Each line of the records that holds the word "nodes" should be copied out.

Top of Records to process

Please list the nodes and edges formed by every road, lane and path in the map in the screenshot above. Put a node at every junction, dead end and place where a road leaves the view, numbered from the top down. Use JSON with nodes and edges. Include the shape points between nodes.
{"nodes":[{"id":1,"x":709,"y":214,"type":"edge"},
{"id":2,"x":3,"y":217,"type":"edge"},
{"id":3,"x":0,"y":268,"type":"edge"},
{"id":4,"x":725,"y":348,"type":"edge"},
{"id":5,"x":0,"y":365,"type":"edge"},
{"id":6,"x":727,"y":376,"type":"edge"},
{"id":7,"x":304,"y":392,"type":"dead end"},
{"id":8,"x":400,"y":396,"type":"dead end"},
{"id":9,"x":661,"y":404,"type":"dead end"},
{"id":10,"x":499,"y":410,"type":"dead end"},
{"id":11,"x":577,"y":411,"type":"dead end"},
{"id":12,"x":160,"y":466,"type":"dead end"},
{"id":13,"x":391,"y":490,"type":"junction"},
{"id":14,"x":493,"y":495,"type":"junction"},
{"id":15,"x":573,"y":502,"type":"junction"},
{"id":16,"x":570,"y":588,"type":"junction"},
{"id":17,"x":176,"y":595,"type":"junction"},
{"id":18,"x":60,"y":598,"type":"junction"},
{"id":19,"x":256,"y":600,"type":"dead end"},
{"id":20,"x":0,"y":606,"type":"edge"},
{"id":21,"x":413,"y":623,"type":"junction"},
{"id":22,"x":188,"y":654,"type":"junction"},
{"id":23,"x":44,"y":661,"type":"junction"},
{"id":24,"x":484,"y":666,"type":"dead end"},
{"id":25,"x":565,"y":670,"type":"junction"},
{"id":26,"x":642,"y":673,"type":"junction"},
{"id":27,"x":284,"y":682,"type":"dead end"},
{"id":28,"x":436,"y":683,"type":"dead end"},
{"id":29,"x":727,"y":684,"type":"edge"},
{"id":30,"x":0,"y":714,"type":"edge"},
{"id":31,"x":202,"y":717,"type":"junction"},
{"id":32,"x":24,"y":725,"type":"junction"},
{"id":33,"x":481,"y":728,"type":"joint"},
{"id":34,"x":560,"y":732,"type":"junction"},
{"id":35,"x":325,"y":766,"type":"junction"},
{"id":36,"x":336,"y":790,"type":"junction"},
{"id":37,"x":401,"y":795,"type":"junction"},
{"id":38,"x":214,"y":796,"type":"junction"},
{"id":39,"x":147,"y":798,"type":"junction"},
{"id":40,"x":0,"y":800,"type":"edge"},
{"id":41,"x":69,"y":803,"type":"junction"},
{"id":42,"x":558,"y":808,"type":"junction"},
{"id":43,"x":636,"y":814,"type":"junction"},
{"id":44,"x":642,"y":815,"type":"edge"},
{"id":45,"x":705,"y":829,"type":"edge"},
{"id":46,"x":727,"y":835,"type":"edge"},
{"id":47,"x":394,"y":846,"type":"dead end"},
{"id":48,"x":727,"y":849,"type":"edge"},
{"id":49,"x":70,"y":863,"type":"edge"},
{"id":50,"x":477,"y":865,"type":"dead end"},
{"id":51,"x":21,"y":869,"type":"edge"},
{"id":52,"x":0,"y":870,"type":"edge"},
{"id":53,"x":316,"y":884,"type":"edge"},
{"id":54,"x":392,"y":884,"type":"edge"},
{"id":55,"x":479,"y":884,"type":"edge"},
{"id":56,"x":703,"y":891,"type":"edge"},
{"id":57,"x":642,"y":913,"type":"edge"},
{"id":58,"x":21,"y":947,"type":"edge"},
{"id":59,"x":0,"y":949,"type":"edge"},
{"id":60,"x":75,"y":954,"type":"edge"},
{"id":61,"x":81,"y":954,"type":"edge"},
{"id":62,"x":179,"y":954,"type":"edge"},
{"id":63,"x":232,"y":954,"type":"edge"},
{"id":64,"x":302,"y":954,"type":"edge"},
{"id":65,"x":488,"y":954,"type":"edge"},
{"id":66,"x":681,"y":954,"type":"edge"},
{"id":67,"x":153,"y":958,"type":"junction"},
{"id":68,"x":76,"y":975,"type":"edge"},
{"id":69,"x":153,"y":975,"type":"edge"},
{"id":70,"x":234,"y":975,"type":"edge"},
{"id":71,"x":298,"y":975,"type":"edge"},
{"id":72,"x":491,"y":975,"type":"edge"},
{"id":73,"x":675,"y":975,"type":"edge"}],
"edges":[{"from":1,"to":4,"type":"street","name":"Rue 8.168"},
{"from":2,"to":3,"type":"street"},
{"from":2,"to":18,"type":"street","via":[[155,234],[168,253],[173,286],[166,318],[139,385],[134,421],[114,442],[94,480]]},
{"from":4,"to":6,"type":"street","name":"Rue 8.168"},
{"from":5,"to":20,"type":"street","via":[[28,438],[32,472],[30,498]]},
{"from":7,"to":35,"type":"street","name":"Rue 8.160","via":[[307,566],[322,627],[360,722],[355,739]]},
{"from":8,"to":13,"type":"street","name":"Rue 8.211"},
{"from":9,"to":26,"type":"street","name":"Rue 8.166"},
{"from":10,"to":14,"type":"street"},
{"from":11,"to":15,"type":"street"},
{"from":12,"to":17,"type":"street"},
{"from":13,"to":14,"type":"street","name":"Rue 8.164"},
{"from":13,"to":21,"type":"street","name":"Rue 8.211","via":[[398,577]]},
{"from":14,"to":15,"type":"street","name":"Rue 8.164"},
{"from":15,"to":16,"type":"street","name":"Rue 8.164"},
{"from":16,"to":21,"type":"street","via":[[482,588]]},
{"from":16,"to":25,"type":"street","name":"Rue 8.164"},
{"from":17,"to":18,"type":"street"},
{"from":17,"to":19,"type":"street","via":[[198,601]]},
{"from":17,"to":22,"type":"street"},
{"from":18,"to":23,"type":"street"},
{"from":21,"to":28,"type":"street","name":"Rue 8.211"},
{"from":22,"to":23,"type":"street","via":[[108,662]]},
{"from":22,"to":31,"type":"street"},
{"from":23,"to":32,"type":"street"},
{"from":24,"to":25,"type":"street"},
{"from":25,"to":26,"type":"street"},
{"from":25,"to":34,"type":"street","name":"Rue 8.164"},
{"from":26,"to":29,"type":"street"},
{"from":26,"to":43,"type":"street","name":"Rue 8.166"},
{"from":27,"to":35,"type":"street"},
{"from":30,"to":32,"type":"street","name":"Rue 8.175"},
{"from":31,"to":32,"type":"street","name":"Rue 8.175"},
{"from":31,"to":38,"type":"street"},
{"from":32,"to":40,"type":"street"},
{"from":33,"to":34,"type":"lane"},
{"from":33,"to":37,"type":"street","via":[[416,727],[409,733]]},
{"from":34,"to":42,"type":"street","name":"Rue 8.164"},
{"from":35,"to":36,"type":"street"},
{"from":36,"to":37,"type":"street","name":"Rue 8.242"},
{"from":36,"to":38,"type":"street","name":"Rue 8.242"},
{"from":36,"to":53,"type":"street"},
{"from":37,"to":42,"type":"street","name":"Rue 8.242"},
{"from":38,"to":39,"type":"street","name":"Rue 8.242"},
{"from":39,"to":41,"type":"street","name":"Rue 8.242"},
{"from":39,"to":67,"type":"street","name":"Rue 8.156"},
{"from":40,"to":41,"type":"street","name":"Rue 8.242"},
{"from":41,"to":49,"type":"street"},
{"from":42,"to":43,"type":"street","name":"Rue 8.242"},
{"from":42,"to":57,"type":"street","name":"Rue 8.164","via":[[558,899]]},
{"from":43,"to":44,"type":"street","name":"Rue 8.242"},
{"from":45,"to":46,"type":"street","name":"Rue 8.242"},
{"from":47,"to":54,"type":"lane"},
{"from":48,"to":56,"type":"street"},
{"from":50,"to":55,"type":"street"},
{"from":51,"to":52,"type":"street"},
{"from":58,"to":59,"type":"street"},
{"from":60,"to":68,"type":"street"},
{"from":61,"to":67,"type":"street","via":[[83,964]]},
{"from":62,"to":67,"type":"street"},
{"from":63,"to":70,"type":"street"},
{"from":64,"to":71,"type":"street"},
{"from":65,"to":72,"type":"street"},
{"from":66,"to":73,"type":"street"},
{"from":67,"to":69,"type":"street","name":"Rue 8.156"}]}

Bottom of Records to process

◆ Response:
Please list the nodes and edges formed by every road, lane and path in the map in the screenshot above. Put a node at every junction, dead end and place where a road leaves the view, numbered from the top down. Use JSON with nodes and edges. Include the shape points between nodes.
{"nodes":[{"id":1,"x":709,"y":214,"type":"edge"},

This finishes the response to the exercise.